DEPOKPOS – Di tengah derasnya arus globalisasi dan kemajuan teknologi yang disruptif, dunia dihadapkan pada gejala krisis identitas dan disorientasi nilai. Modernitas menjanjikan efisiensi, produktivitas, dan konektivitas, namun juga membawa dampak sosial-kultural yang mengikis jati diri kolektif dan nilai-nilai kemanusiaan. Dalam konteks ini, studi humaniora menjadi sangat relevan untuk mengkaji kembali esensi keberadaan manusia dan membangun kesadaran reflektif terhadap makna hidup di era yang serba cepat dan instan.
Humaniora bukan sekadar kumpulan disiplin ilmu seperti sastra, filsafat, sejarah, dan seni, melainkan sebuah pendekatan menyeluruh dalam memahami manusia sebagai makhluk yang berpikir, merasakan, dan mencipta makna. Melalui humaniora, kita diajak untuk menelusuri pertanyaan-pertanyaan fundamental tentang kebebasan, tanggung jawab, keadilan, dan kebudayaan. Humaniora menawarkan ruang bagi perenungan kritis yang tidak bisa dijawab hanya dengan algoritma atau logika matematis semata.
Krisis identitas yang terjadi dalam masyarakat modern sering kali berakar dari keterputusan manusia dengan warisan kultural dan narasi besar peradaban. Dalam dunia yang dibentuk oleh logika konsumsi dan eksistensi digital, individu kehilangan akar sejarah, nilai spiritual, dan ikatan sosial yang memberi arah hidup. Di sinilah pentingnya studi humaniora, karena ia memulihkan ingatan kolektif, mengenalkan nilai-nilai luhur kemanusiaan, dan merawat keberagaman sebagai kekayaan, bukan ancaman.
Lebih jauh, humaniora tidak hanya menyembuhkan, tetapi juga menumbuhkan. Ia membuka kemungkinan lahirnya wacana baru, seni baru, bahkan etika baru yang lebih kontekstual dengan tantangan zaman. Melalui kajian sastra, seni, atau pemikiran filsafat, generasi muda dapat membangun narasi alternatif yang humanistik—melawan reduksi manusia menjadi sekadar data, statistik, atau objek pasar. Humaniora membangun imajinasi sosial yang memerdekakan, bukan mengasingkan.
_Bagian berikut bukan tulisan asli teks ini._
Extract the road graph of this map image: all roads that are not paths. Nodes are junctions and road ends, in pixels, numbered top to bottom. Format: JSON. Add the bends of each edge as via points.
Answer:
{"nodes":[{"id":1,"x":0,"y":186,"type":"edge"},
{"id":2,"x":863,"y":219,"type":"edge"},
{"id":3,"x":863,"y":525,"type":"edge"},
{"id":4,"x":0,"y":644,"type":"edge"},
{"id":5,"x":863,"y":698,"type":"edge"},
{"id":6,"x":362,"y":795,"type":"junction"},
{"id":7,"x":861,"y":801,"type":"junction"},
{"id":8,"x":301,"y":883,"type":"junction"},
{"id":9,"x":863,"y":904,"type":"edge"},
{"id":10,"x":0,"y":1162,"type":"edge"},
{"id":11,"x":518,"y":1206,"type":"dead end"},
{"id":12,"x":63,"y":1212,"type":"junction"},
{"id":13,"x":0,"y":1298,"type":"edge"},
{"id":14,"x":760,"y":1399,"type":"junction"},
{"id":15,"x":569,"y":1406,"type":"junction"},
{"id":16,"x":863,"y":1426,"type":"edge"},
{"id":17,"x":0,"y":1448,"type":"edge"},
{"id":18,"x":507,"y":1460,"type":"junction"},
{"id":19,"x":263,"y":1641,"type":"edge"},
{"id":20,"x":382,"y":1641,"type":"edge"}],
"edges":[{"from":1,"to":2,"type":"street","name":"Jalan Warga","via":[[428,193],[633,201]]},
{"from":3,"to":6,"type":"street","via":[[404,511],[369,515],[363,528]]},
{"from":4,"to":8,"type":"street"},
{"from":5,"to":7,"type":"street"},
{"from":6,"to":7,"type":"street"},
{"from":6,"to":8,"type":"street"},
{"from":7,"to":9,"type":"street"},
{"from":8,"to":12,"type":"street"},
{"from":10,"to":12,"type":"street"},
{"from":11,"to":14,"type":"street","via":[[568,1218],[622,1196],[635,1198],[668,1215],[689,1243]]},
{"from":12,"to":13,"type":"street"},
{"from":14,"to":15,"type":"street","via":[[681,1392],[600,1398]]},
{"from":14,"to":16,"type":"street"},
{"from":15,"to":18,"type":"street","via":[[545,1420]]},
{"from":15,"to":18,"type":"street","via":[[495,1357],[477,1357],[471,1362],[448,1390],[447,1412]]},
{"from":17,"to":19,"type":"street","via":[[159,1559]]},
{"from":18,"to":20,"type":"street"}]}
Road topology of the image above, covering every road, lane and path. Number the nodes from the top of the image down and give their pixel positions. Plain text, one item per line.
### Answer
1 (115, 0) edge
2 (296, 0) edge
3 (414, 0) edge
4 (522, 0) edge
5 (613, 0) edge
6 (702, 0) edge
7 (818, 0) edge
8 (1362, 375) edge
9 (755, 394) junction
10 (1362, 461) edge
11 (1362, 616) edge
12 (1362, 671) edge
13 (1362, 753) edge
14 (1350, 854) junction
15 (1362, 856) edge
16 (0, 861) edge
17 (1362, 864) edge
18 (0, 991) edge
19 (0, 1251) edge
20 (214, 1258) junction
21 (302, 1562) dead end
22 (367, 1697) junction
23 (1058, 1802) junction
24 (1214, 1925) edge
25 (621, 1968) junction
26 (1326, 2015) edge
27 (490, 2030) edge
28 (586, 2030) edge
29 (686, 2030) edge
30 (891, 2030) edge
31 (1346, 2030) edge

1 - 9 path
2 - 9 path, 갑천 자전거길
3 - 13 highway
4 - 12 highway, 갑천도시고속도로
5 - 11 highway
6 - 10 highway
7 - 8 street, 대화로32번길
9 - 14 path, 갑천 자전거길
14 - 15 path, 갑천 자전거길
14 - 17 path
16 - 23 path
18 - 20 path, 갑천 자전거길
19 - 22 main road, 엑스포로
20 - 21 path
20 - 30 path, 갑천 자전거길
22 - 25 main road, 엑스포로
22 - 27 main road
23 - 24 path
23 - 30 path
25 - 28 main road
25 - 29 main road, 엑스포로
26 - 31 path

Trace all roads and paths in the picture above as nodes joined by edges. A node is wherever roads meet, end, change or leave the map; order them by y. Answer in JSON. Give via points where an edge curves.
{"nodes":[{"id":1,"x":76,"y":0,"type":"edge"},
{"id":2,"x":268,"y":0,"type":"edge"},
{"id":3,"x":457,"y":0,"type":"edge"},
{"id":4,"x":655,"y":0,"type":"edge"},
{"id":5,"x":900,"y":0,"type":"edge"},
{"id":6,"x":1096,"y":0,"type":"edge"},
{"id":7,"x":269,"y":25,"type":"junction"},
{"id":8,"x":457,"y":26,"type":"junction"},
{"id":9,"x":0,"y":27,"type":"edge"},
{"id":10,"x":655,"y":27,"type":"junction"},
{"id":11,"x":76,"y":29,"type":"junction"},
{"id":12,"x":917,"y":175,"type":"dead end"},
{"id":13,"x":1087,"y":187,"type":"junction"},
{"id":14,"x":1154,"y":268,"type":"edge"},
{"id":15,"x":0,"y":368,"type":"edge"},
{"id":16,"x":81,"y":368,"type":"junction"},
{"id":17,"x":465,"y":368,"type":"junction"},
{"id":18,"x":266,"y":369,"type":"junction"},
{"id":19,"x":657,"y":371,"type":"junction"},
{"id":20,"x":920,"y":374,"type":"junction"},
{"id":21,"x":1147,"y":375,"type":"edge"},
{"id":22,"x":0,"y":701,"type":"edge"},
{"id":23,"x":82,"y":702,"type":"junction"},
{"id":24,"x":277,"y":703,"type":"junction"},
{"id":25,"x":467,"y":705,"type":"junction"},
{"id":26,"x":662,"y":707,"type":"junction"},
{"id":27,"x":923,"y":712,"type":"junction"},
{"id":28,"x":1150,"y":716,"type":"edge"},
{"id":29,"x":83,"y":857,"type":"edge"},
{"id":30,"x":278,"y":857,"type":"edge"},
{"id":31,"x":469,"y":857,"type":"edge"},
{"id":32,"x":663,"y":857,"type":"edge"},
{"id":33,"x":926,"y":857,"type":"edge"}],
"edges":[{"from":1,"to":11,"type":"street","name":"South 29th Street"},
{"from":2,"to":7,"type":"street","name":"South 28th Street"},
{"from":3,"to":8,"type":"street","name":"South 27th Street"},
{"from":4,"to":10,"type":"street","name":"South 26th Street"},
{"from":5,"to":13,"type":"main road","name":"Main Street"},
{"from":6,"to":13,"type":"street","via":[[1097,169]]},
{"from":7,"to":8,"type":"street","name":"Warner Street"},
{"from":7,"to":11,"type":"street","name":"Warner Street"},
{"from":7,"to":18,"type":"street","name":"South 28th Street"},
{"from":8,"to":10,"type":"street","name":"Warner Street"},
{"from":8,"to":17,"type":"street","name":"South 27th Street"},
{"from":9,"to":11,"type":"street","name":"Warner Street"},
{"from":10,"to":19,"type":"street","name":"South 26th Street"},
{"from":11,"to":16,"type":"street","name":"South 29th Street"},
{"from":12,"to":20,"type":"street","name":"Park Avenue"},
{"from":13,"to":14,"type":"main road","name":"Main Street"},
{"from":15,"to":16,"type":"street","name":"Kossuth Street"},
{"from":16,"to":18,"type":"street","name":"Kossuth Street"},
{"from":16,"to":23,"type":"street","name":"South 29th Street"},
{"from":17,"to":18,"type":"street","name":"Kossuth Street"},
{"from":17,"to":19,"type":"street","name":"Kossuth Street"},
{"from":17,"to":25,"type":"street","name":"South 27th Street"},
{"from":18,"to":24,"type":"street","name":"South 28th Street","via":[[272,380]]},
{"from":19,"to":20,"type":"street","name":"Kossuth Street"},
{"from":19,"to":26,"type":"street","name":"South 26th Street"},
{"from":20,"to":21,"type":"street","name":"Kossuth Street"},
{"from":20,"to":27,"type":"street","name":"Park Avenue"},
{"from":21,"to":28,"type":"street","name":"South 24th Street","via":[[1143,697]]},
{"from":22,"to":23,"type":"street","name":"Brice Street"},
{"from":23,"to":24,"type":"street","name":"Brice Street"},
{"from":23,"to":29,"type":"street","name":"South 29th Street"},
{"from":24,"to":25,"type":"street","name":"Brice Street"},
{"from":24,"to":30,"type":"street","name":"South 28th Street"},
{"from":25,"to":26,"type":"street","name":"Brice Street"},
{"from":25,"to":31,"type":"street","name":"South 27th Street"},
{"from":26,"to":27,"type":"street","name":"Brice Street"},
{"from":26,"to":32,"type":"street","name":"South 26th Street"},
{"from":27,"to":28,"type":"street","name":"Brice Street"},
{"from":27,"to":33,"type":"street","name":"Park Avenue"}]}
Di dunia akademik, penguatan kurikulum berbasis humaniora sangat dibutuhkan untuk menciptakan lulusan yang tidak hanya kompeten, tetapi juga berintegritas dan memiliki kepekaan sosial. Dunia kerja masa depan membutuhkan insan yang mampu berpikir lintas disiplin, memahami kompleksitas manusia, dan beretika dalam mengambil keputusan. Dengan latar belakang humaniora, seseorang dapat menjembatani antara logika industri dan suara-suara minor yang kerap terpinggirkan.
Namun sayangnya, humaniora kerap dianggap kurang relevan secara ekonomi atau tidak “menghasilkan” dalam logika pasar pendidikan. Pandangan ini keliru dan reduktif, karena keberlanjutan peradaban tidak ditentukan hanya oleh teknologi dan ekonomi, tetapi juga oleh bagaimana manusia memahami dirinya dan dunia di sekitarnya. Dalam jangka panjang, krisis moral, polarisasi politik, dan konflik sosial justru akan makin dalam jika dimensi humanistik terus diabaikan.
Dengan demikian, studi humaniora bukanlah sesuatu yang usang atau sekadar pelengkap. Ia adalah pilar utama dalam membangun masyarakat yang beradab, inklusif, dan bermartabat. Di tengah krisis multidimensi yang melanda dunia saat ini, hanya dengan memulihkan sisi kemanusiaan melalui pendekatan humaniora, manusia dapat menemukan kembali jati dirinya, memahami perbedaan sebagai kekuatan, dan berjalan bersama menuju masa depan yang lebih beretika dan bermakna.